Work to complete: Lines holding the string "Hill" are the ones to copy; find them all in the data.

Materials provided:

◇ ◇ ◇ ◇

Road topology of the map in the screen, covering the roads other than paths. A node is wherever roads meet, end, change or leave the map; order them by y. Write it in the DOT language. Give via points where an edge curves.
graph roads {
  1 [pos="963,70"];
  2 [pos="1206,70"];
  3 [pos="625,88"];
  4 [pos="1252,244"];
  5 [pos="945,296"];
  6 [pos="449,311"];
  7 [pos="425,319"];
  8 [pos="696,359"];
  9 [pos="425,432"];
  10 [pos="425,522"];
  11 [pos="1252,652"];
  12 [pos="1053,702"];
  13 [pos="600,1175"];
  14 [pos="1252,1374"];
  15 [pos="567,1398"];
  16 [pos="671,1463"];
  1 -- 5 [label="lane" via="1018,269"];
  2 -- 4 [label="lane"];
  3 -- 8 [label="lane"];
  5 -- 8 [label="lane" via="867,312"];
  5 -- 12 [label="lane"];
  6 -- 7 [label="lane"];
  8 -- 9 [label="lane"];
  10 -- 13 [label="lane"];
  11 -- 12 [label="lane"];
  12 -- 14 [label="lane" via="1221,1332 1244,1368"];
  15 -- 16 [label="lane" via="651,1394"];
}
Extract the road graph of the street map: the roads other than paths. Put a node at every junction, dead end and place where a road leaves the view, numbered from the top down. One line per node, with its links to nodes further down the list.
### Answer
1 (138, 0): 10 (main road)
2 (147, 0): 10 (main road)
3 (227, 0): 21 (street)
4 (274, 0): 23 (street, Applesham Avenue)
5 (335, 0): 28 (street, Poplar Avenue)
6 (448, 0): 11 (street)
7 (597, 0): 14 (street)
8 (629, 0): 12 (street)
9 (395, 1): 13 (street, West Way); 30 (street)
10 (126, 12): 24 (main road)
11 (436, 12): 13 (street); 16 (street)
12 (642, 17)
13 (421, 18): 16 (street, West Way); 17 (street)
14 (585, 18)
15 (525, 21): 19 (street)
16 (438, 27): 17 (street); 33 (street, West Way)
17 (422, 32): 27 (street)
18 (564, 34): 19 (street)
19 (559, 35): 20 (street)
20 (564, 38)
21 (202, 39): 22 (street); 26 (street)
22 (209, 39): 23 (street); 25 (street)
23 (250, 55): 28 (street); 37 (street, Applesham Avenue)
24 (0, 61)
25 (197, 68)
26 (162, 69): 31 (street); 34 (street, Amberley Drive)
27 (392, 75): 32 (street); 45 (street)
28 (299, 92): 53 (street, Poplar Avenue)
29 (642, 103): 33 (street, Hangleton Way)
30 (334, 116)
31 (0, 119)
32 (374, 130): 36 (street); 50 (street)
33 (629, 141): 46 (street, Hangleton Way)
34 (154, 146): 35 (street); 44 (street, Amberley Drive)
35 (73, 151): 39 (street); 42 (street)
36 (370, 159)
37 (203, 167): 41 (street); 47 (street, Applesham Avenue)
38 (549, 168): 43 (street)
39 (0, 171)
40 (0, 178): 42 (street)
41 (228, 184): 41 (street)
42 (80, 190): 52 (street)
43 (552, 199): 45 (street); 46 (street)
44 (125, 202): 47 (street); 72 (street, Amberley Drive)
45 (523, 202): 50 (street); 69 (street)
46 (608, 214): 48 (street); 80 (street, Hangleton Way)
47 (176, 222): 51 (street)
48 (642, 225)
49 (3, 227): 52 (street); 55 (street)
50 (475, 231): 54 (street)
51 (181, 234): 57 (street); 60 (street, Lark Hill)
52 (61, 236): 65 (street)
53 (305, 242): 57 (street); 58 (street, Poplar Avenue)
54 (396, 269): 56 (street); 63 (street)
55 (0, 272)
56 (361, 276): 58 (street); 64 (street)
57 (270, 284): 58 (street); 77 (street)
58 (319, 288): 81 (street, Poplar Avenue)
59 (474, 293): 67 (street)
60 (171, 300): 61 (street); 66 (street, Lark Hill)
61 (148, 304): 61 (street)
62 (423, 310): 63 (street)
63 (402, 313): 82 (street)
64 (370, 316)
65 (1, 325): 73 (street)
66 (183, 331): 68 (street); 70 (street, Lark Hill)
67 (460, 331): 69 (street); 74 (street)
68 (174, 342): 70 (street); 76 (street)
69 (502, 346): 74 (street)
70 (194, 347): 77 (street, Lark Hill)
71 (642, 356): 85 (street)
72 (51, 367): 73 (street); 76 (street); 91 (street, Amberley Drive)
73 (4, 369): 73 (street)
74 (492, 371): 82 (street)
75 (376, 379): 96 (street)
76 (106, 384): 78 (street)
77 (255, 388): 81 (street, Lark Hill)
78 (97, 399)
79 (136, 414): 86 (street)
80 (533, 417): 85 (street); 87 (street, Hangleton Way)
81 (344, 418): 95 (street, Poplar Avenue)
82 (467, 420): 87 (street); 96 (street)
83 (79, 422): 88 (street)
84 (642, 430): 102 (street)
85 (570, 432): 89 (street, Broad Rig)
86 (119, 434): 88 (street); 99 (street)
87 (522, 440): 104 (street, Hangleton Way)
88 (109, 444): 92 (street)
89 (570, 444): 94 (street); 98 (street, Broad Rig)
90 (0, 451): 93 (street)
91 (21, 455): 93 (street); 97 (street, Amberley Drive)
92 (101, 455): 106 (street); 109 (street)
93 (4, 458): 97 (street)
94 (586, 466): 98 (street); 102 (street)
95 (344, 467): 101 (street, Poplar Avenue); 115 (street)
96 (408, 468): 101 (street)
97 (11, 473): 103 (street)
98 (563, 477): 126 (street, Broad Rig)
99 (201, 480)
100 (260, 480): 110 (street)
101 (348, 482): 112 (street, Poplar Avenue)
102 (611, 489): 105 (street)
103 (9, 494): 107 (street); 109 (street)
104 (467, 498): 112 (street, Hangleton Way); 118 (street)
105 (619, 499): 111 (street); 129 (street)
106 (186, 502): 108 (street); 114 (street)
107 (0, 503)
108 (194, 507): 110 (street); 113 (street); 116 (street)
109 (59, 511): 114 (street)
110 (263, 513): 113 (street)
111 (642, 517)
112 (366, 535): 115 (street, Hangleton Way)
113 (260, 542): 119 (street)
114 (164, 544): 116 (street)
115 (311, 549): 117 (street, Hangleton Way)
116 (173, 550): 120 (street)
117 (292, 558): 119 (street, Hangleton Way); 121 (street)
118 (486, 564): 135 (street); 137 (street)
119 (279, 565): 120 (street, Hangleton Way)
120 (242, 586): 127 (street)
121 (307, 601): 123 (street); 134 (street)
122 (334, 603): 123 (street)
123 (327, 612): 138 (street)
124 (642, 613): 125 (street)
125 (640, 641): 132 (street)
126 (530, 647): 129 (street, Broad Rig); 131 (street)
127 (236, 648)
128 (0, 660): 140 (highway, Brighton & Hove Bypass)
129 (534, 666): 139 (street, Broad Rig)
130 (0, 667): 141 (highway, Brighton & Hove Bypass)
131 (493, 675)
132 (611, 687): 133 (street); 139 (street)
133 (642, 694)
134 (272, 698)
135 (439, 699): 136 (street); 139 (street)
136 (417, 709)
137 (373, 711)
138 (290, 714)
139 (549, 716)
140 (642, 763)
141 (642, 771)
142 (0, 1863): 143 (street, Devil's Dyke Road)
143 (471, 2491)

◇ ◇ ◇ ◇

Response for this exercise:
51 (181, 234): 57 (street); 60 (street, Lark Hill)
60 (171, 300): 61 (street); 66 (street, Lark Hill)
66 (183, 331): 68 (street); 70 (street, Lark Hill)
70 (194, 347): 77 (street, Lark Hill)
77 (255, 388): 81 (street, Lark Hill)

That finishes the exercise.